As was said in Allen v. Bond, supra, at page 530: "The facts constituting the diligence used must be stated. The test is, what did the party do in his first effort to procure the evidence he claims to have discovered since the trial? When this is alleged, it then becomes a question for the court to determine whether due diligence was exercised."

If such applicant for a new trial "has made no effort to ascertain or procure such evidence, then he must show such a state of facts as [to] justify and excuse his inactivity." Ward v. Voris, supra, and cases cited. It is evident that said affidavit of appellant neither states any particular facts showing that he used any diligence to procure said evidence before the trial, nor "such a state of facts as would justify or excuse his inactivity."

Two causes assigned for a new trial are (1) that the verdict is contrary to the law, and (2) the verdict is contrary to the evidence.

It is not claimed that there is no evidence to sustain any essential element of the offense charged, but what is said in support of these causes for a new trial goes to the weight of the evidence and the credibility of the witnesses. It is settled that this court cannot weigh the evidence. Lee v. State (1901), 156 Ind. 541, 546, 60 N.E. 299, and cases cited; Mason v. State (1908), ante, 78.

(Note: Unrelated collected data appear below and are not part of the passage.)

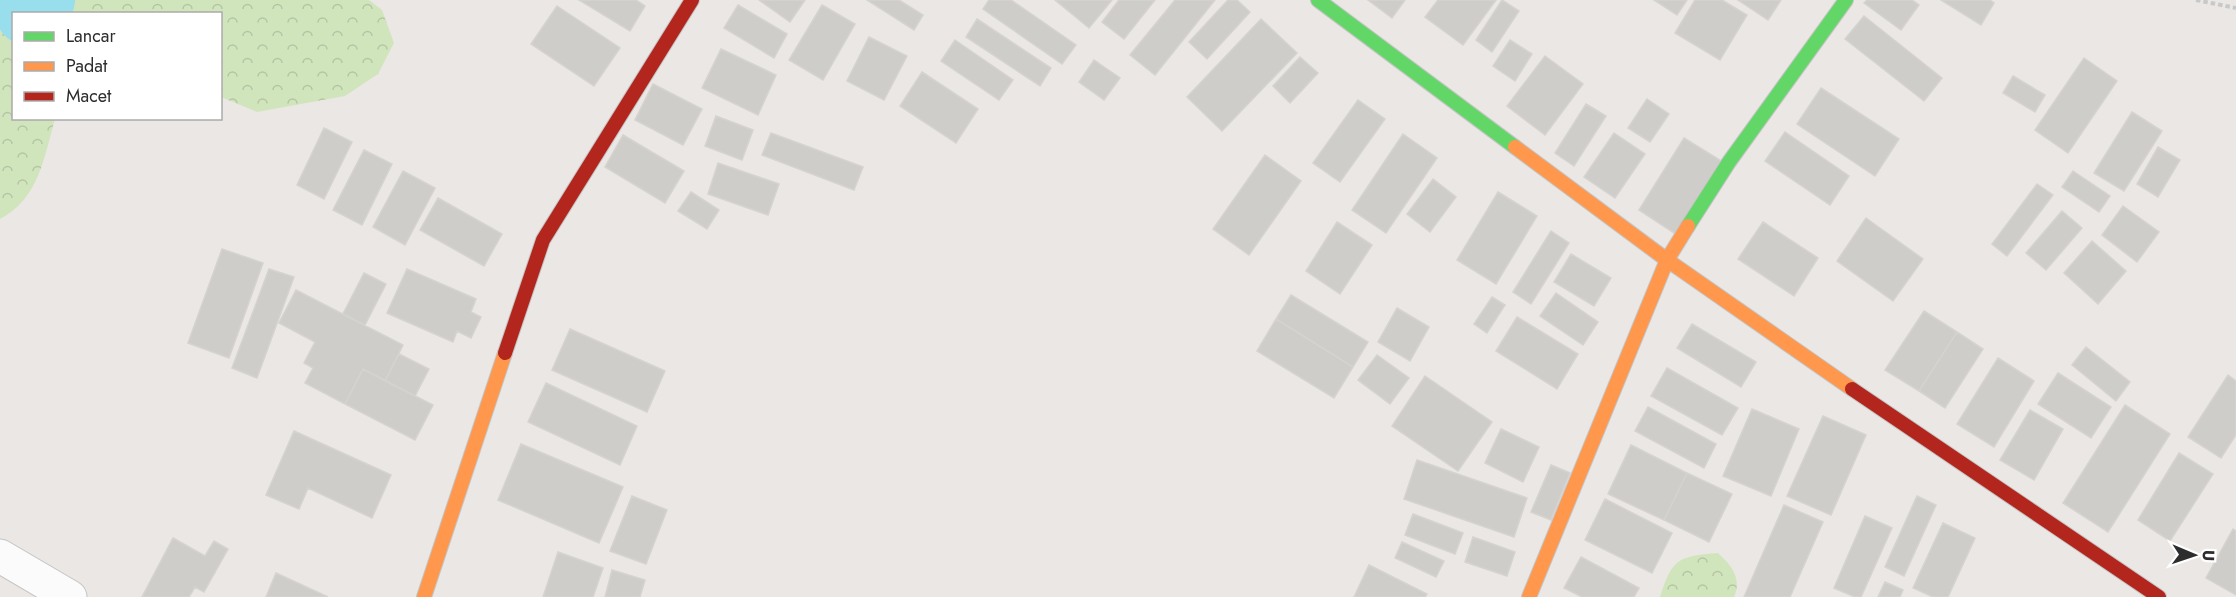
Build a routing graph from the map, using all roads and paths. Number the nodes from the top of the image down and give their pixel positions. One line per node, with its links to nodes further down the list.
1 (692, 0): 9 (street)
2 (1318, 0): 6 (street)
3 (1846, 0): 6 (street)
4 (2196, 0): 5 (path)
5 (2236, 8)
6 (1667, 260): 10 (street); 11 (street)
7 (0, 555): 8 (street)
8 (70, 597)
9 (424, 597)
10 (1529, 597)
11 (2158, 597)

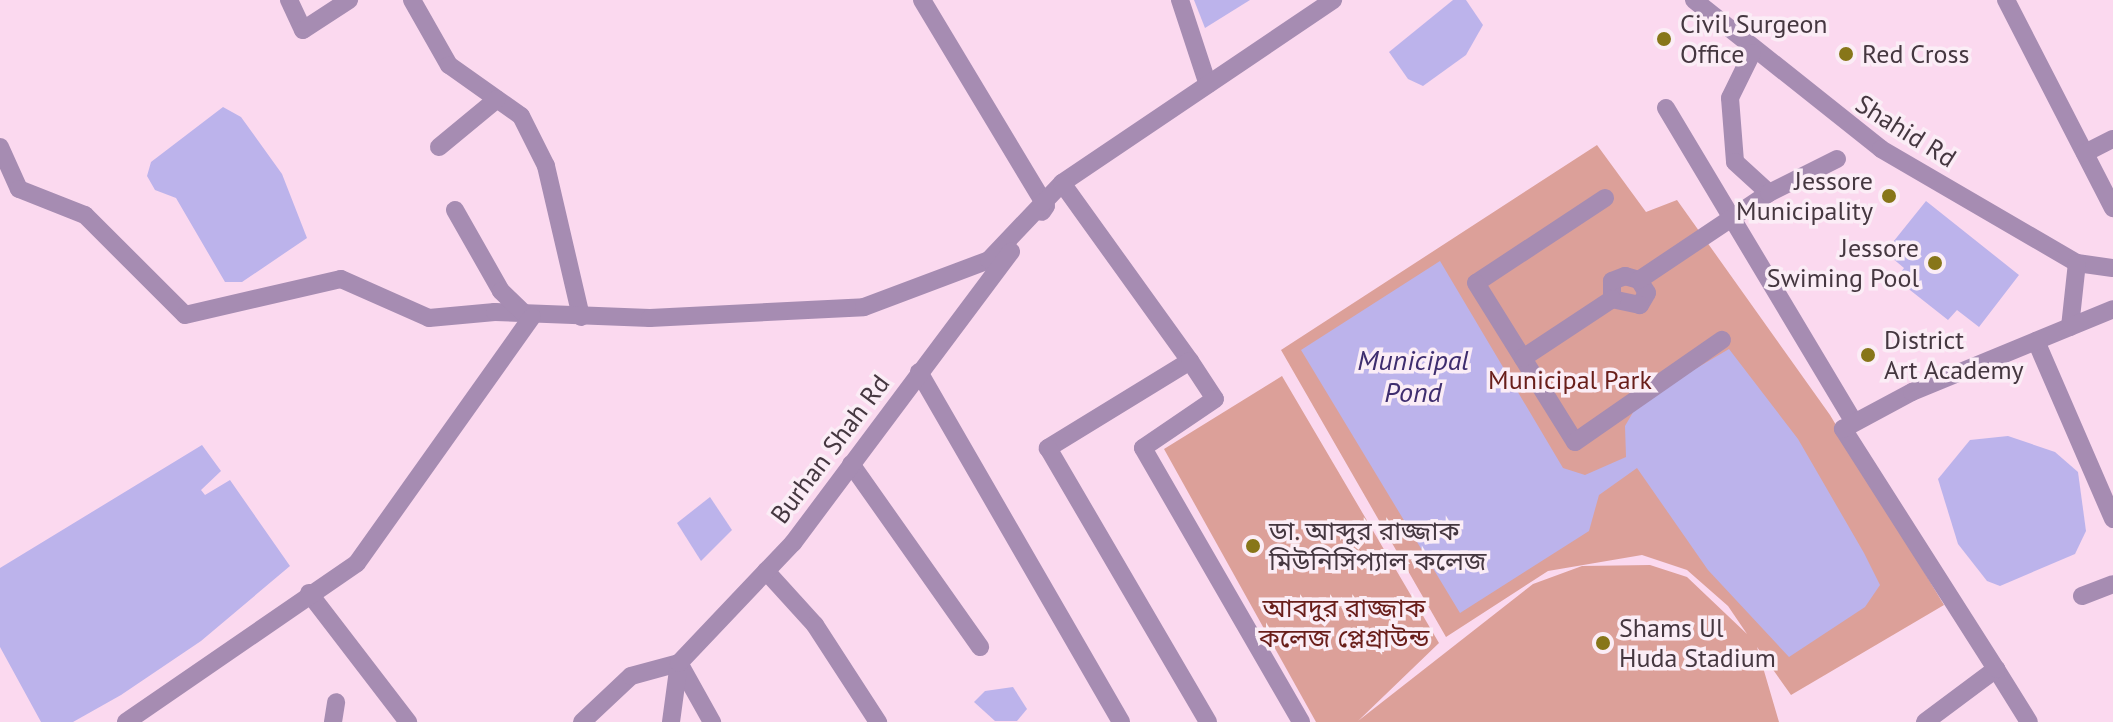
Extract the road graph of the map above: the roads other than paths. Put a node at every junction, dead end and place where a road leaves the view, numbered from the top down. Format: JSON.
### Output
{"nodes":[{"id":1,"x":289,"y":0,"type":"edge"},
{"id":2,"x":349,"y":0,"type":"edge"},
{"id":3,"x":412,"y":0,"type":"edge"},
{"id":4,"x":922,"y":0,"type":"edge"},
{"id":5,"x":1180,"y":0,"type":"edge"},
{"id":6,"x":1333,"y":0,"type":"edge"},
{"id":7,"x":1694,"y":0,"type":"edge"},
{"id":8,"x":2006,"y":0,"type":"edge"},
{"id":9,"x":1752,"y":53,"type":"junction"},
{"id":10,"x":1208,"y":85,"type":"junction"},
{"id":11,"x":497,"y":99,"type":"junction"},
{"id":12,"x":1666,"y":108,"type":"dead end"},
{"id":13,"x":2113,"y":139,"type":"edge"},
{"id":14,"x":0,"y":147,"type":"edge"},
{"id":15,"x":439,"y":147,"type":"dead end"},
{"id":16,"x":2085,"y":153,"type":"junction"},
{"id":17,"x":1837,"y":159,"type":"dead end"},
{"id":18,"x":1062,"y":183,"type":"junction"},
{"id":19,"x":1769,"y":193,"type":"junction"},
{"id":20,"x":1605,"y":198,"type":"dead end"},
{"id":21,"x":1046,"y":206,"type":"junction"},
{"id":22,"x":2113,"y":208,"type":"edge"},
{"id":23,"x":455,"y":210,"type":"dead end"},
{"id":24,"x":1735,"y":216,"type":"junction"},
{"id":25,"x":2077,"y":263,"type":"junction"},
{"id":26,"x":2113,"y":268,"type":"edge"},
{"id":27,"x":1639,"y":280,"type":"junction"},
{"id":28,"x":1612,"y":299,"type":"junction"},
{"id":29,"x":2113,"y":309,"type":"edge"},
{"id":30,"x":529,"y":316,"type":"junction"},
{"id":31,"x":581,"y":317,"type":"junction"},
{"id":32,"x":2070,"y":327,"type":"junction"},
{"id":33,"x":1722,"y":340,"type":"dead end"},
{"id":34,"x":2036,"y":341,"type":"junction"},
{"id":35,"x":1523,"y":358,"type":"junction"},
{"id":36,"x":1190,"y":361,"type":"junction"},
{"id":37,"x":919,"y":372,"type":"junction"},
{"id":38,"x":1854,"y":422,"type":"junction"},
{"id":39,"x":851,"y":464,"type":"junction"},
{"id":40,"x":2113,"y":519,"type":"edge"},
{"id":41,"x":766,"y":571,"type":"junction"},
{"id":42,"x":2113,"y":584,"type":"edge"},
{"id":43,"x":309,"y":593,"type":"junction"},
{"id":44,"x":2082,"y":596,"type":"dead end"},
{"id":45,"x":980,"y":647,"type":"dead end"},
{"id":46,"x":679,"y":663,"type":"junction"},
{"id":47,"x":1996,"y":669,"type":"junction"},
{"id":48,"x":336,"y":702,"type":"dead end"},
{"id":49,"x":126,"y":722,"type":"edge"},
{"id":50,"x":333,"y":722,"type":"edge"},
{"id":51,"x":408,"y":722,"type":"edge"},
{"id":52,"x":582,"y":722,"type":"edge"},
{"id":53,"x":671,"y":722,"type":"edge"},
{"id":54,"x":712,"y":722,"type":"edge"},
{"id":55,"x":878,"y":722,"type":"edge"},
{"id":56,"x":1121,"y":722,"type":"edge"},
{"id":57,"x":1208,"y":722,"type":"edge"},
{"id":58,"x":1301,"y":722,"type":"edge"},
{"id":59,"x":1925,"y":722,"type":"edge"},
{"id":60,"x":2029,"y":722,"type":"edge"}],
"edges":[{"from":1,"to":2,"type":"street"},
{"from":3,"to":11,"type":"street"},
{"from":4,"to":21,"type":"street"},
{"from":5,"to":10,"type":"street"},
{"from":6,"to":10,"type":"street"},
{"from":7,"to":9,"type":"street","name":"Shahid Rd"},
{"from":8,"to":16,"type":"street"},
{"from":9,"to":19,"type":"street"},
{"from":9,"to":25,"type":"street","name":"Shahid Rd"},
{"from":10,"to":18,"type":"street"},
{"from":11,"to":15,"type":"street"},
{"from":11,"to":31,"type":"street"},
{"from":12,"to":24,"type":"street"},
{"from":13,"to":16,"type":"street"},
{"from":14,"to":30,"type":"street"},
{"from":16,"to":22,"type":"street"},
{"from":17,"to":19,"type":"street"},
{"from":18,"to":21,"type":"street"},
{"from":18,"to":36,"type":"street"},
{"from":19,"to":24,"type":"street"},
{"from":20,"to":35,"type":"street"},
{"from":21,"to":31,"type":"street"},
{"from":21,"to":37,"type":"street","name":"Burhan Shah Rd"},
{"from":23,"to":30,"type":"street"},
{"from":24,"to":27,"type":"street"},
{"from":24,"to":38,"type":"street"},
{"from":25,"to":26,"type":"street","name":"Shahid Rd"},
{"from":25,"to":32,"type":"street"},
{"from":27,"to":28,"type":"street"},
{"from":27,"to":28,"type":"street"},
{"from":28,"to":35,"type":"street"},
{"from":29,"to":32,"type":"street"},
{"from":30,"to":31,"type":"street"},
{"from":30,"to":43,"type":"street"},
{"from":32,"to":34,"type":"street"},
{"from":33,"to":35,"type":"street"},
{"from":34,"to":38,"type":"street"},
{"from":34,"to":40,"type":"street"},
{"from":36,"to":57,"type":"street"},
{"from":36,"to":58,"type":"street"},
{"from":37,"to":39,"type":"street","name":"Burhan Shah Rd"},
{"from":37,"to":56,"type":"street"},
{"from":38,"to":47,"type":"street"},
{"from":39,"to":41,"type":"street","name":"Burhan Shah Rd"},
{"from":39,"to":45,"type":"street"},
{"from":41,"to":46,"type":"street","name":"Burhan Shah Rd"},
{"from":41,"to":55,"type":"street"},
{"from":42,"to":44,"type":"street"},
{"from":43,"to":49,"type":"street"},
{"from":43,"to":51,"type":"street"},
{"from":46,"to":52,"type":"street"},
{"from":46,"to":53,"type":"street"},
{"from":46,"to":54,"type":"street"},
{"from":47,"to":59,"type":"street"},
{"from":47,"to":60,"type":"street"},
{"from":48,"to":50,"type":"street"}]}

The true age of appellant was found to be thirty-five years, and the court below in pronouncing judgment under the indeterminate-sentence law adjudged that he be imprisoned in the state prison for the term of from three to twenty-one years, instead of from two to twenty-one years, as provided by statute. No objection to this mistake in the judgment was made in the court below, nor was any motion made to modify it so as to conform to the statute. "It is settled law in this State that the form or substance of a judgment cannot be first questioned in this court, but the question must...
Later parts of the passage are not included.